Dataset entries:
********************

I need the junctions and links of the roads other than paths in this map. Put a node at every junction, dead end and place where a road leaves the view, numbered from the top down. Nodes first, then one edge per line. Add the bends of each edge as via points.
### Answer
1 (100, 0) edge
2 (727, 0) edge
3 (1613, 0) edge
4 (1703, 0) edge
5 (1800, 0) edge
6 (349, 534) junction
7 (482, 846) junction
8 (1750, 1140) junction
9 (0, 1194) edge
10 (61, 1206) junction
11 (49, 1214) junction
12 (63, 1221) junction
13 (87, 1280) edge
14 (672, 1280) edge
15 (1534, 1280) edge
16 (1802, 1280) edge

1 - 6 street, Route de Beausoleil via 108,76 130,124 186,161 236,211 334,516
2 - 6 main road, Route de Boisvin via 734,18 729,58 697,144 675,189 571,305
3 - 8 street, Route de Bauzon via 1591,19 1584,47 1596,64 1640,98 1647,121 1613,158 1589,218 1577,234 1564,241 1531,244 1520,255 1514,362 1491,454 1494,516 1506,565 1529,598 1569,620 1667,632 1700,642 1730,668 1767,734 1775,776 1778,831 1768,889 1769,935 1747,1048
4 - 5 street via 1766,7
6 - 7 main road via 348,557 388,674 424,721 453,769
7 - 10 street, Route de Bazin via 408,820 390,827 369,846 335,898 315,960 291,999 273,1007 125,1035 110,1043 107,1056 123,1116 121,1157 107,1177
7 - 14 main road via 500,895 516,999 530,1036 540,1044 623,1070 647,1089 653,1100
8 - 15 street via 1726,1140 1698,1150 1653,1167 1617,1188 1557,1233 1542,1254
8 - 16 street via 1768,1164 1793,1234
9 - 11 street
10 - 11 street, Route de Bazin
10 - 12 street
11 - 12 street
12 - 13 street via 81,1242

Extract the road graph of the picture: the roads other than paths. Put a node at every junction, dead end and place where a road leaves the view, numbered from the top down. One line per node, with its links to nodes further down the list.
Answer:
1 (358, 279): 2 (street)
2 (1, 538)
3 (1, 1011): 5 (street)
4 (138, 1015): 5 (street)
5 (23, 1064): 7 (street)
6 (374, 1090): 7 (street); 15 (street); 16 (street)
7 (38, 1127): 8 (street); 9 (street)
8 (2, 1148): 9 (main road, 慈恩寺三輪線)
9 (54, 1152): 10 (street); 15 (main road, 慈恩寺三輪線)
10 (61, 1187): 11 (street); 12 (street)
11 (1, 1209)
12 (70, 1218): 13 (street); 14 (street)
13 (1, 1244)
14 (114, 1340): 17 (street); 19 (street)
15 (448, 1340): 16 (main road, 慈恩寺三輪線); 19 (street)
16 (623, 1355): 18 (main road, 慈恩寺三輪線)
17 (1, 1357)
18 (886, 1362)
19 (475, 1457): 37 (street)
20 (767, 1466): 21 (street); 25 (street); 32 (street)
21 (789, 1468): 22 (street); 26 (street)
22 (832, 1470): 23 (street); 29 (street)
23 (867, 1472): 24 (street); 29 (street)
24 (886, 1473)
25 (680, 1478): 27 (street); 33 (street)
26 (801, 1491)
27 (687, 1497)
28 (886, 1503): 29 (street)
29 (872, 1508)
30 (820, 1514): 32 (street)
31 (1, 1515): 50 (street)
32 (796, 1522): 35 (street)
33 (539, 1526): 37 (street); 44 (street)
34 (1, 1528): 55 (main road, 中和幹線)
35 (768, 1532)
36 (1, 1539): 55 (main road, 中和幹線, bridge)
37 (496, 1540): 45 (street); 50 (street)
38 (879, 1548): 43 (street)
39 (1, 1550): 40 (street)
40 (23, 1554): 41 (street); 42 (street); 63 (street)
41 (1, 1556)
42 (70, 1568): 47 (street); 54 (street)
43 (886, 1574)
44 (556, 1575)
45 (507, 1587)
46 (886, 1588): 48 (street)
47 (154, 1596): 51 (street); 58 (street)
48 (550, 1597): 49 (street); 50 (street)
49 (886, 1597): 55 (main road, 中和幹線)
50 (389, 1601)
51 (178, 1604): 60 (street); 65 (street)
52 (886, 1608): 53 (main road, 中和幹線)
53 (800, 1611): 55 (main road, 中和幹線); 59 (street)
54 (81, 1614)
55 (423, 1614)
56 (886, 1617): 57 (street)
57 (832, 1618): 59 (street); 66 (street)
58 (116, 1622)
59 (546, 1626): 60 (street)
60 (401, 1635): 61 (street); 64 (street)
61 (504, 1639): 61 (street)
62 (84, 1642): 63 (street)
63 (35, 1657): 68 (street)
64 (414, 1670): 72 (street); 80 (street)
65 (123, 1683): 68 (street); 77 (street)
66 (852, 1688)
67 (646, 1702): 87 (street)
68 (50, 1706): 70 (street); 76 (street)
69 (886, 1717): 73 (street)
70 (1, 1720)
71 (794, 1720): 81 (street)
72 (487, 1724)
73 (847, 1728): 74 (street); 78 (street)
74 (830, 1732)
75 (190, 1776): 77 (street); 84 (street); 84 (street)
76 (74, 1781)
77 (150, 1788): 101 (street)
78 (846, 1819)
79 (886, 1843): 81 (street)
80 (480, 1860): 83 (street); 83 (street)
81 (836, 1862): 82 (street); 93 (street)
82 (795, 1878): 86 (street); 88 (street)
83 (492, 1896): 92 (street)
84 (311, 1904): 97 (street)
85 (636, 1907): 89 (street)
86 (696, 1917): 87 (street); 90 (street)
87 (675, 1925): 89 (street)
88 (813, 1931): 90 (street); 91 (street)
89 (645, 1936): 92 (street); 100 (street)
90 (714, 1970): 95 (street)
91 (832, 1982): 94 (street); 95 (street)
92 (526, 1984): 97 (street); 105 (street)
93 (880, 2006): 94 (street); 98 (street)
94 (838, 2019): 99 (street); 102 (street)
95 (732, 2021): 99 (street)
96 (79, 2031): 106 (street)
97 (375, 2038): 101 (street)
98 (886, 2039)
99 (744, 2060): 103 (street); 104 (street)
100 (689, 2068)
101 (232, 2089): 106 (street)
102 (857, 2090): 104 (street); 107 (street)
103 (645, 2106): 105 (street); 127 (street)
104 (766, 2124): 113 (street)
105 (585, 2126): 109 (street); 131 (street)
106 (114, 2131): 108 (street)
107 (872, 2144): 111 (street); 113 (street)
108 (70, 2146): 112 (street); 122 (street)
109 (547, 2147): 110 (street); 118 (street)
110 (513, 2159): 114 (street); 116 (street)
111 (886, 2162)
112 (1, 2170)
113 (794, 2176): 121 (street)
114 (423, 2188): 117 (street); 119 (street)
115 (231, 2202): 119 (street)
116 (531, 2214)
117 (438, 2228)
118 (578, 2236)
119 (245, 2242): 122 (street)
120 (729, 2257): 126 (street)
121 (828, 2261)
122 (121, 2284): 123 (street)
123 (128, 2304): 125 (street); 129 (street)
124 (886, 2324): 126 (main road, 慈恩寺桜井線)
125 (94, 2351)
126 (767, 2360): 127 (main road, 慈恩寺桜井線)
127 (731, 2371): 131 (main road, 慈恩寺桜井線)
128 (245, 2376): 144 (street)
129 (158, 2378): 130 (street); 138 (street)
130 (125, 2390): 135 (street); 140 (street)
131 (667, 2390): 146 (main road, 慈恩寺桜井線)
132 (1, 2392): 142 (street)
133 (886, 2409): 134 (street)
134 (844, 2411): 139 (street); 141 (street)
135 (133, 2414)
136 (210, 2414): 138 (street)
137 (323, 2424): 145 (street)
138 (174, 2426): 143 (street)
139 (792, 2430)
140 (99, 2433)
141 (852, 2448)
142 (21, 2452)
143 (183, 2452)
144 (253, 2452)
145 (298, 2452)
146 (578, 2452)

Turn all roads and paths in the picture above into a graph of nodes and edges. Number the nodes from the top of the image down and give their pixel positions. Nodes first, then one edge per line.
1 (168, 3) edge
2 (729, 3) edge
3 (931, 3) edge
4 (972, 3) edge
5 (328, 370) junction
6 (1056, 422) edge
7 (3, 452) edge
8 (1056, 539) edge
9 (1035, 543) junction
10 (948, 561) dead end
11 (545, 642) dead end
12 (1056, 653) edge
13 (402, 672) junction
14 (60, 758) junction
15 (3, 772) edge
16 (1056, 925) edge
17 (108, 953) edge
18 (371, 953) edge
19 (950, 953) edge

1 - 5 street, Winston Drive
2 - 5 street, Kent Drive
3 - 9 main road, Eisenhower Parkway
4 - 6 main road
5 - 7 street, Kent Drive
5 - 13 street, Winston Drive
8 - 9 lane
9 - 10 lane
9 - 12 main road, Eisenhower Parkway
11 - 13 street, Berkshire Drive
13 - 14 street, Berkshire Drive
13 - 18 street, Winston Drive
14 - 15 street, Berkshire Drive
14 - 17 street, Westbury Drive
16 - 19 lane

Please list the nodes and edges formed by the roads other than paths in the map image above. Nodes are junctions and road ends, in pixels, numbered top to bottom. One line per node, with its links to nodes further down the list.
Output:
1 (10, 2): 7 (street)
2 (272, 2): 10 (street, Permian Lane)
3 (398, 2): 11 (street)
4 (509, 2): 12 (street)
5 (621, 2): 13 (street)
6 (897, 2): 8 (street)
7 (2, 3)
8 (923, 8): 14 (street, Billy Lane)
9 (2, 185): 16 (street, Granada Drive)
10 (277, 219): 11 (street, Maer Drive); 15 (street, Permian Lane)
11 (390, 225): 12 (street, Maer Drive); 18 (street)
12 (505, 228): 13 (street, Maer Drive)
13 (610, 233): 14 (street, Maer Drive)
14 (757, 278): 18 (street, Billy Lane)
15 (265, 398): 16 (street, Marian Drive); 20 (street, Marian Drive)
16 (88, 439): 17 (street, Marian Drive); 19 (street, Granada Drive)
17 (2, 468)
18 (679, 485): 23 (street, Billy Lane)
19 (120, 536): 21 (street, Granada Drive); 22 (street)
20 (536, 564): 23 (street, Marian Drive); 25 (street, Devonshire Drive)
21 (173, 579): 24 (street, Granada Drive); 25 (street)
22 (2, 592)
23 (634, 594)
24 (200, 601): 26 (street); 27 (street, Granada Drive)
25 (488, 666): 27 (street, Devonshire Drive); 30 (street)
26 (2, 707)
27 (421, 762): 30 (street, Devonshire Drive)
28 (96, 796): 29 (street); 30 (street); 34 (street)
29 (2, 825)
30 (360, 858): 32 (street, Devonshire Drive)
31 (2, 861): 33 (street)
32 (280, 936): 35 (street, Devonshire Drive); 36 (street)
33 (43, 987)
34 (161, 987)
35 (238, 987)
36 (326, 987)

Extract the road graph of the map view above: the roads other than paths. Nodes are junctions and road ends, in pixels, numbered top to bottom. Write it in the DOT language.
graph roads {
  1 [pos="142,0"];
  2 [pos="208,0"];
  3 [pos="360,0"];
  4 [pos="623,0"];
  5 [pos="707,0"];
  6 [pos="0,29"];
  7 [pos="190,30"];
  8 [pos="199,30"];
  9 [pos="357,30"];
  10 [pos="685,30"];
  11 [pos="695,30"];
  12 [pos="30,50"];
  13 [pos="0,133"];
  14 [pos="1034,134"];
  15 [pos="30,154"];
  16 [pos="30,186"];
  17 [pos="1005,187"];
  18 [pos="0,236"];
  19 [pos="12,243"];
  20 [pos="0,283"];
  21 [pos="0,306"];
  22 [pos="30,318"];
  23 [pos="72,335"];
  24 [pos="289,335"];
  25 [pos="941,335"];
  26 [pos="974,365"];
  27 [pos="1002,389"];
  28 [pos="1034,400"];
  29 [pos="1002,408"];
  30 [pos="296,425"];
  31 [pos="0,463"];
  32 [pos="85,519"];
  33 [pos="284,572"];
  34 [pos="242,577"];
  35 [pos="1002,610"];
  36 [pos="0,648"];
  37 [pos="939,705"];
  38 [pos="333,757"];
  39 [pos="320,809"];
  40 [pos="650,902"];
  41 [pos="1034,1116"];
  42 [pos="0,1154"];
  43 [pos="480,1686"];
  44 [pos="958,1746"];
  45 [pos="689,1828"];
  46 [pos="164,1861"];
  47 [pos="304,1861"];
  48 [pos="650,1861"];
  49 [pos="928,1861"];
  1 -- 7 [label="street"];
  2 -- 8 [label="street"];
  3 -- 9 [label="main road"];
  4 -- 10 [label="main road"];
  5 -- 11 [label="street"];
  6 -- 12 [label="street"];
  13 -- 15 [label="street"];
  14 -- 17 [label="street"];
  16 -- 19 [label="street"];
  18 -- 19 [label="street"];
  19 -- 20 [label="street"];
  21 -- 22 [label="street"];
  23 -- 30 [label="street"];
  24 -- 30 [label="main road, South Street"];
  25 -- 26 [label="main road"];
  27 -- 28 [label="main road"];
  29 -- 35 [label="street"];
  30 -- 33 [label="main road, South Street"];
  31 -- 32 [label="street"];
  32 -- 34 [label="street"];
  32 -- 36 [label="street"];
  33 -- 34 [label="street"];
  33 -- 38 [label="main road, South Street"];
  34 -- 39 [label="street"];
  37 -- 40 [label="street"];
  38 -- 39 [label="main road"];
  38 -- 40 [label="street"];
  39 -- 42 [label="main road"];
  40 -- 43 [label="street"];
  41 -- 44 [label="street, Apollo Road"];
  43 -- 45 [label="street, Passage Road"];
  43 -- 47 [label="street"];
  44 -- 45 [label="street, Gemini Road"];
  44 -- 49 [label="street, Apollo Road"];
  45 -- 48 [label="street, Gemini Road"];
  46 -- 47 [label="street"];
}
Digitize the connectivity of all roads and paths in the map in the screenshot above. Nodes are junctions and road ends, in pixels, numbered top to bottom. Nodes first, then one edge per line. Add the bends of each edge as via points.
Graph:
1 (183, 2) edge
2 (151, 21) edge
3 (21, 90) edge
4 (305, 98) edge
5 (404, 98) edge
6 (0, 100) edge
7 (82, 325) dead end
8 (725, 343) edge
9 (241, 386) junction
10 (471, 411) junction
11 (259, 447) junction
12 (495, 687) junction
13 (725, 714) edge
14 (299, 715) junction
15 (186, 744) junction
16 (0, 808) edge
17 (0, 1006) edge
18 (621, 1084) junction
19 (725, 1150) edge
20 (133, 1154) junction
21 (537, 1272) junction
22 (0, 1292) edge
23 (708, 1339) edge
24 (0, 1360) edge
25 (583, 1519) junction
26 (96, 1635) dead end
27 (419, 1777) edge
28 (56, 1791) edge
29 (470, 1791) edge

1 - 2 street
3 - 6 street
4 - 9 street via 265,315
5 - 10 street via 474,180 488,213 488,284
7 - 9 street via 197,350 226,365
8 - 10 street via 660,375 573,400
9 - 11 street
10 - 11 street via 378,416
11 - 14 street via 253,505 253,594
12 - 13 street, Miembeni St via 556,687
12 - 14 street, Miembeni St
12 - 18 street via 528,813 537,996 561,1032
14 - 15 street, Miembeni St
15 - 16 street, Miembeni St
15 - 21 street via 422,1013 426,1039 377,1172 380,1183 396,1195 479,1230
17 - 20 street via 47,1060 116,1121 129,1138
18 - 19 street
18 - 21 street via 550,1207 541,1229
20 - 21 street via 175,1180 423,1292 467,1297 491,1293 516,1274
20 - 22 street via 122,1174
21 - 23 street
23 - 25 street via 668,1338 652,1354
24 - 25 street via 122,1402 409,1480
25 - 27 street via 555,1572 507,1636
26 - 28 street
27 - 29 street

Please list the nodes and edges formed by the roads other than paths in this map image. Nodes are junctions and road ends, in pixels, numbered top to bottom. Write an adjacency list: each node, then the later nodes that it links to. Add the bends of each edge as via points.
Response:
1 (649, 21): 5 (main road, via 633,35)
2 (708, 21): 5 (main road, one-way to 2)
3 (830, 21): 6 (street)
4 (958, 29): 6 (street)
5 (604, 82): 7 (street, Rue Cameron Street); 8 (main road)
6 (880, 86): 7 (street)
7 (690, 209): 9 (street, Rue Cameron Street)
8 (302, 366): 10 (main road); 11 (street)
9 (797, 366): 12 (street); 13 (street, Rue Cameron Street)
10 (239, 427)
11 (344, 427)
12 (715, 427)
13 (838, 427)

********************

__Task item__. Search the records for lines holding the word "Miembeni", then copy each line you find.

__Your solution__.
12 - 13 street, Miembeni St via 556,687
12 - 14 street, Miembeni St
14 - 15 street, Miembeni St
15 - 16 street, Miembeni St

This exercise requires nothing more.